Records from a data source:

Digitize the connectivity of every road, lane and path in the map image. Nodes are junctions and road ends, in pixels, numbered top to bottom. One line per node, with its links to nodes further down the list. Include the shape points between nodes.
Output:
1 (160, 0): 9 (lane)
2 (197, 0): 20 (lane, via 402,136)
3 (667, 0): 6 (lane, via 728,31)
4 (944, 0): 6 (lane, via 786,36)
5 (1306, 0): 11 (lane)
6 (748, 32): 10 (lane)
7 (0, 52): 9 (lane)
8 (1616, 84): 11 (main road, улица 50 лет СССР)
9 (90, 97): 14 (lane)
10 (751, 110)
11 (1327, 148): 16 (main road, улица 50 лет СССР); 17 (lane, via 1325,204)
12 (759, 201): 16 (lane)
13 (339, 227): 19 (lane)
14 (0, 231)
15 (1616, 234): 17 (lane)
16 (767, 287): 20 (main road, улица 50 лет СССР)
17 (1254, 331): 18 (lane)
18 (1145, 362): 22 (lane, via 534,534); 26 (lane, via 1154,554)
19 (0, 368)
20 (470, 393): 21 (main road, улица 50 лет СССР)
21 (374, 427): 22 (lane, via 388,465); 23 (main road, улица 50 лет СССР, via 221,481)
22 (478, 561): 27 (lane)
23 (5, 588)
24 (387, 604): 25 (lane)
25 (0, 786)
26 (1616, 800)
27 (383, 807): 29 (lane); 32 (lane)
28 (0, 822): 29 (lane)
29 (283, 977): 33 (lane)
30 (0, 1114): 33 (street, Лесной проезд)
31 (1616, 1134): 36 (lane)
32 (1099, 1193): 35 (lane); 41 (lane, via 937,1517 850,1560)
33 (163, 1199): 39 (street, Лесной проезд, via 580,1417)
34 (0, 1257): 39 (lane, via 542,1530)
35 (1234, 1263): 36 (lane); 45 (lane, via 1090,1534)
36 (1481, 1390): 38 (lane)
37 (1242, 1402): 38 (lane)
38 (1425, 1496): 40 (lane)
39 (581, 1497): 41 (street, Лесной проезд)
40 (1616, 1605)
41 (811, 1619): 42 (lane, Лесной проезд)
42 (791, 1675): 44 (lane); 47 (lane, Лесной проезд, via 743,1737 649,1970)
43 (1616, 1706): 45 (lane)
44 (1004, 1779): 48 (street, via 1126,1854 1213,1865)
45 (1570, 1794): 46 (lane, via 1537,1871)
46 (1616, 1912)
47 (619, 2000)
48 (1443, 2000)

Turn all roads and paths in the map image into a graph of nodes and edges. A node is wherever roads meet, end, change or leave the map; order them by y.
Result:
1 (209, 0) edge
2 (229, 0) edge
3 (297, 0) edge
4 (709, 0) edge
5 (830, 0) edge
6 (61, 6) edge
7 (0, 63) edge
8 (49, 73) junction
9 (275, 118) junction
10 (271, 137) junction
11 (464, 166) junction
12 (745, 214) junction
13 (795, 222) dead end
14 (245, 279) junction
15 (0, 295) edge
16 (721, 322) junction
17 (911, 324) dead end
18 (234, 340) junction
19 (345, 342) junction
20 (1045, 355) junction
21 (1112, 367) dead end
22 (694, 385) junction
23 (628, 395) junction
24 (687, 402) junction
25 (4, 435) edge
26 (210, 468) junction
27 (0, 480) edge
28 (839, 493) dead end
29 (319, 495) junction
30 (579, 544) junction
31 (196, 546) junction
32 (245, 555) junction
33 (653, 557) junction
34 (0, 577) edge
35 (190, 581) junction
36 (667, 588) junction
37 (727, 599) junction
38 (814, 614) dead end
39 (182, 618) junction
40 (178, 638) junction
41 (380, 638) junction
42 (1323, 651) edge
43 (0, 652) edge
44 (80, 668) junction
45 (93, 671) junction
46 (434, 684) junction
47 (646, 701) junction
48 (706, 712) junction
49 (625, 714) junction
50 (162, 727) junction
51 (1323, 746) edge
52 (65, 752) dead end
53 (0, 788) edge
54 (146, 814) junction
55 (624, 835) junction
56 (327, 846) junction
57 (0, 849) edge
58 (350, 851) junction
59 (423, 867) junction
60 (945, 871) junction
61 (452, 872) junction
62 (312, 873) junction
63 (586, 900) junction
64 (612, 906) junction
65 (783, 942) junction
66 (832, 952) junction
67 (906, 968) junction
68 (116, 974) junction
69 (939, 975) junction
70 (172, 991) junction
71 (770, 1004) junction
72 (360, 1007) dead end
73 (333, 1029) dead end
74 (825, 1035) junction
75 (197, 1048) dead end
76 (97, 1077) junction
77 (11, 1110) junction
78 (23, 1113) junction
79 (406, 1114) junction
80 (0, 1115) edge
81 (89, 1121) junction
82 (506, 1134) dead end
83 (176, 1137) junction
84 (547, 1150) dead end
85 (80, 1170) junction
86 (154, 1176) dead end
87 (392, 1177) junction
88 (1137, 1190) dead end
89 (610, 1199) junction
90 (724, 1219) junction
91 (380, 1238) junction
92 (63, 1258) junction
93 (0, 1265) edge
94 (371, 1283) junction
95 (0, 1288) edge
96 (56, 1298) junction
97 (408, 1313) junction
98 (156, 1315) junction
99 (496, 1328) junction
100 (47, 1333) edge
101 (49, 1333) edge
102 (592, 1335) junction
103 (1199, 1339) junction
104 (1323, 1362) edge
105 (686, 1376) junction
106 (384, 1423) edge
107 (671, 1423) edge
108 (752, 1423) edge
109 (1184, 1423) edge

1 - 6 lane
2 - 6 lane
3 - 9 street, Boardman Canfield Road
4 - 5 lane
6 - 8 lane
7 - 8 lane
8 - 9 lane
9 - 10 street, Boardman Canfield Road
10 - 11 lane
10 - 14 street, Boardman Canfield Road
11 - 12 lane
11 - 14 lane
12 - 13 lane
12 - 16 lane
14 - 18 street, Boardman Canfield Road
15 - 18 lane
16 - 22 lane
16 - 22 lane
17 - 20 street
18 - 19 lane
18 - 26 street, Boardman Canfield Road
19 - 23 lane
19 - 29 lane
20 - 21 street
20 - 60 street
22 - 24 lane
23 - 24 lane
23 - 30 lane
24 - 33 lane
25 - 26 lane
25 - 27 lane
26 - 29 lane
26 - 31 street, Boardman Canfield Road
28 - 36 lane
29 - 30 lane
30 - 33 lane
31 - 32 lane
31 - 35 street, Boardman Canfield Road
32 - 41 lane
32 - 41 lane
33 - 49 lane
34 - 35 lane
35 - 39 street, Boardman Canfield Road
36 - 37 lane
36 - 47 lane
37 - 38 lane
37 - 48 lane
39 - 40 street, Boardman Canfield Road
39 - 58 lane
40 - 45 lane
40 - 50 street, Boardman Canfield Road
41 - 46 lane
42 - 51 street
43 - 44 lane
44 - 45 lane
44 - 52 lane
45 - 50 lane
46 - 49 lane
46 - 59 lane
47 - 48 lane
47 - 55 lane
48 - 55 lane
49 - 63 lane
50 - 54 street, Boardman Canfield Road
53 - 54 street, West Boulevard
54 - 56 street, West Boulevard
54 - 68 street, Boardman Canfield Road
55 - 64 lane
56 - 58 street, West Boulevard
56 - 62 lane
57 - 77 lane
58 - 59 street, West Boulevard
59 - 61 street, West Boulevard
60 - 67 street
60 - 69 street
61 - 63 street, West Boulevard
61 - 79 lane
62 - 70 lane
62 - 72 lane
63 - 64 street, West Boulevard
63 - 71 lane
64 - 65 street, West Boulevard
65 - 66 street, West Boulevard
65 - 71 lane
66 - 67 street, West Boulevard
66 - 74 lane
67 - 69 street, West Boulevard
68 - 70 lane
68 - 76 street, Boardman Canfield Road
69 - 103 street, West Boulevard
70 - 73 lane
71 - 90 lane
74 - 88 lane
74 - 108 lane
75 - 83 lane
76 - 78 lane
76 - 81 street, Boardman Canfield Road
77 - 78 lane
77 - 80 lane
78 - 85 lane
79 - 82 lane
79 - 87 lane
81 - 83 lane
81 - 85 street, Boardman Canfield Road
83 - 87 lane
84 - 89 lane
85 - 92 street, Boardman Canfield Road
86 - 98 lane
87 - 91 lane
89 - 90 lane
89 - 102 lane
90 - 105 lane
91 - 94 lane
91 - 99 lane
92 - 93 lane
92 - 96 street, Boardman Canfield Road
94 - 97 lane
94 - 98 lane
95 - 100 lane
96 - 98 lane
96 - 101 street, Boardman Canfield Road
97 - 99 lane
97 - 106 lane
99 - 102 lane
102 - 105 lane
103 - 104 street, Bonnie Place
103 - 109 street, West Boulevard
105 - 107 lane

> _Your objective_: Every line above with the word "СССР" is to be copied out.

> _Your response_:
8 (1616, 84): 11 (main road, улица 50 лет СССР)
11 (1327, 148): 16 (main road, улица 50 лет СССР); 17 (lane, via 1325,204)
16 (767, 287): 20 (main road, улица 50 лет СССР)
20 (470, 393): 21 (main road, улица 50 лет СССР)
21 (374, 427): 22 (lane, via 388,465); 23 (main road, улица 50 лет СССР, via 221,481)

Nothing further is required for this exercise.